- The paper introduces an iterative batch unrolling strategy that consolidates successive kernel launches into a single CUDA Graph to minimize overhead.
- It employs manual graph creation and performance modeling to determine an optimal batch size, achieving up to a 1.4× speed-up for smaller workloads.
- The study demonstrates that kernel batching with CUDA Graphs delivers consistent performance benefits across diverse GPU architectures and real-world applications.
Introduction
The paper "Boosting Performance of Iterative Applications on GPUs: Kernel Batching with CUDA Graphs" introduces a methodology to optimize GPU performance by batch processing kernels using CUDA Graphs. As GPUs evolve and become prevalent in accelerating scientific applications, the study focuses on addressing the constant overhead associated with launching fine-grained kernels. CUDA Graph consolidates multiple kernel launches into a single graph-based execution, thus reducing overhead. This paper proposes a strategy for optimizing iteratively launched kernels by grouping them into iteration batches, followed by unrolling these batches into a CUDA Graph to improve performance.
Methodology
The central proposal of the paper involves an iteration batch unrolling strategy where successively launched kernels are grouped. These groups are then used to construct a CUDA Graph, thus reducing the launch overhead. The method balances the graph creation overhead against the performance gains from reduced execution time (Figure 1).
Figure 1: A schematic representation of the iteration batch unrolling strategy presented in this paper.
The methodology involves two significant components:
- Manual Graph Creation: The authors chose the manual graph creation method, providing granular control over the graph structure and dependencies, crucial for optimizing performance.

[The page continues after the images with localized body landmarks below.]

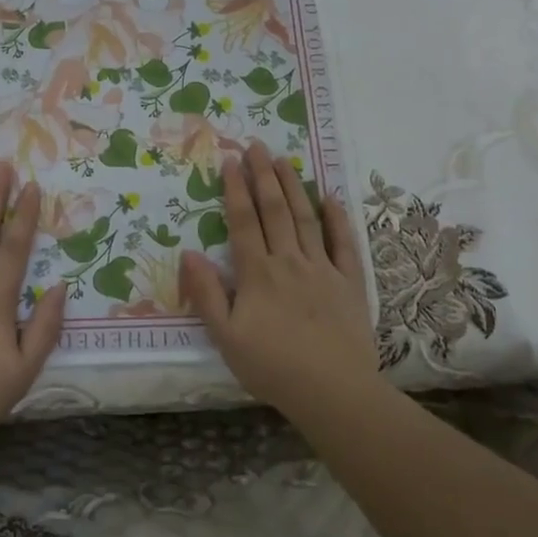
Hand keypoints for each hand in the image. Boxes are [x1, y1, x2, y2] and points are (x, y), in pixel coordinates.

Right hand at [178, 142, 379, 412]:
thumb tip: (188, 253)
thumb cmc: (272, 367)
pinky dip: (337, 219)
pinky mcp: (350, 282)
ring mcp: (323, 268)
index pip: (243, 221)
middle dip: (263, 175)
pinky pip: (344, 243)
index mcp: (257, 273)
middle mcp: (289, 261)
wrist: (332, 391)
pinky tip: (331, 198)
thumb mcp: (225, 337)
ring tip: (285, 160)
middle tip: (257, 145)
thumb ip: (206, 293)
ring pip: (305, 218)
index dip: (235, 189)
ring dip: (294, 186)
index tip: (230, 161)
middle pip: (274, 209)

- Performance Modeling: A performance model evaluates the graph creation and execution, helping identify an optimal batch size that maximizes performance gains without incurring excessive overhead. The model considers creation time TC​ and execution time TE​ (Equations \ref{eq:T_total} to \ref{eq:graph_executions} in the paper).
Experimental Setup
The study employs a skeleton application to validate the benefits of the proposed methodology. This application serves as a general example for converting iterative solvers into CUDA Graphs and for deriving a performance model. Tests are conducted on an Nvidia A100 and a Nvidia Grace-Hopper system to ensure robustness across different architectures.
Results
The experiments demonstrate that the graph creation overhead is linear up until a batch size threshold, beyond which non-linear effects are observed due to resource constraints (Figure 2).

Figure 2: Graph creation overhead and memory usage as iteration batch size increases.

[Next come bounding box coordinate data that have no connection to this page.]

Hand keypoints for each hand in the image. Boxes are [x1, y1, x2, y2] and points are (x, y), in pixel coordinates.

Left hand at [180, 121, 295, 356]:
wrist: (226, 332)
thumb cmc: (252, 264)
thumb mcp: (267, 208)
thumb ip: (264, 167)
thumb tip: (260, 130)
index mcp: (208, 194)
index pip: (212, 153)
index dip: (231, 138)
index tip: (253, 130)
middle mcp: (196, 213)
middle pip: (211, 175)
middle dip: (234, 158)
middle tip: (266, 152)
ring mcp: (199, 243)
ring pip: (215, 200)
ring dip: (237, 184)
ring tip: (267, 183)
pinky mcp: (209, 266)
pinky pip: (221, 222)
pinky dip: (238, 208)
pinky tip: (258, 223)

The execution time benefits from batching are depicted in Figure 3, indicating a reduction in overall execution time when the batch size is optimized. The performance model suggests an optimal batch size around 100 nodes.
Figure 3: Skeleton application performance for different batch sizes.

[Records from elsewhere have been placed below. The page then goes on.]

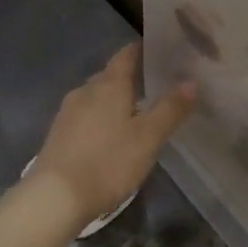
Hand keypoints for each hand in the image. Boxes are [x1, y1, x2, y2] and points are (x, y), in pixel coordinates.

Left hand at [27, 44, 195, 227]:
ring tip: (138, 112)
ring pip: (97, 97)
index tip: (162, 51)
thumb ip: (170, 109)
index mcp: (109, 85)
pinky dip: (101, 117)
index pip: (126, 55)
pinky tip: (111, 134)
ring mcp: (68, 112)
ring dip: (115, 100)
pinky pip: (86, 115)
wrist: (56, 197)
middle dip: (132, 77)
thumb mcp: (148, 138)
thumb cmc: (108, 162)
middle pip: (111, 75)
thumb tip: (191, 81)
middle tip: (158, 85)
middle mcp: (85, 91)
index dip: (143, 49)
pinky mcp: (59, 134)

The results also highlight how smaller workloads (e.g., fewer threads per kernel) benefit more from the strategy, achieving up to a 1.4× speed-up (Figure 4). Larger workloads, while seeing less relative gain, do not suffer performance penalties.
Figure 4: Skeleton application speedup compared to baseline on different systems.
Discussion
The work demonstrates that the iterative batch unrolling strategy can significantly enhance performance for iterative GPU applications, especially those with small workloads. The strategy's effectiveness is validated across different applications, including Hotspot and FDTD Maxwell solvers, showcasing consistent performance boosts.
However, the implementation's complexity may limit adoption unless integrated into higher-level abstractions or frameworks. Future research could focus on automating conversion processes within DSLs or heterogeneous programming frameworks to enhance usability and broaden applicability.
Conclusion
Overall, the research provides a compelling strategy to leverage CUDA Graphs for performance optimization in iterative applications, with significant benefits for real-world workloads. The methodology outlines crucial considerations for batch-sizing and highlights potential for implementation within larger frameworks to maximize accessibility and impact.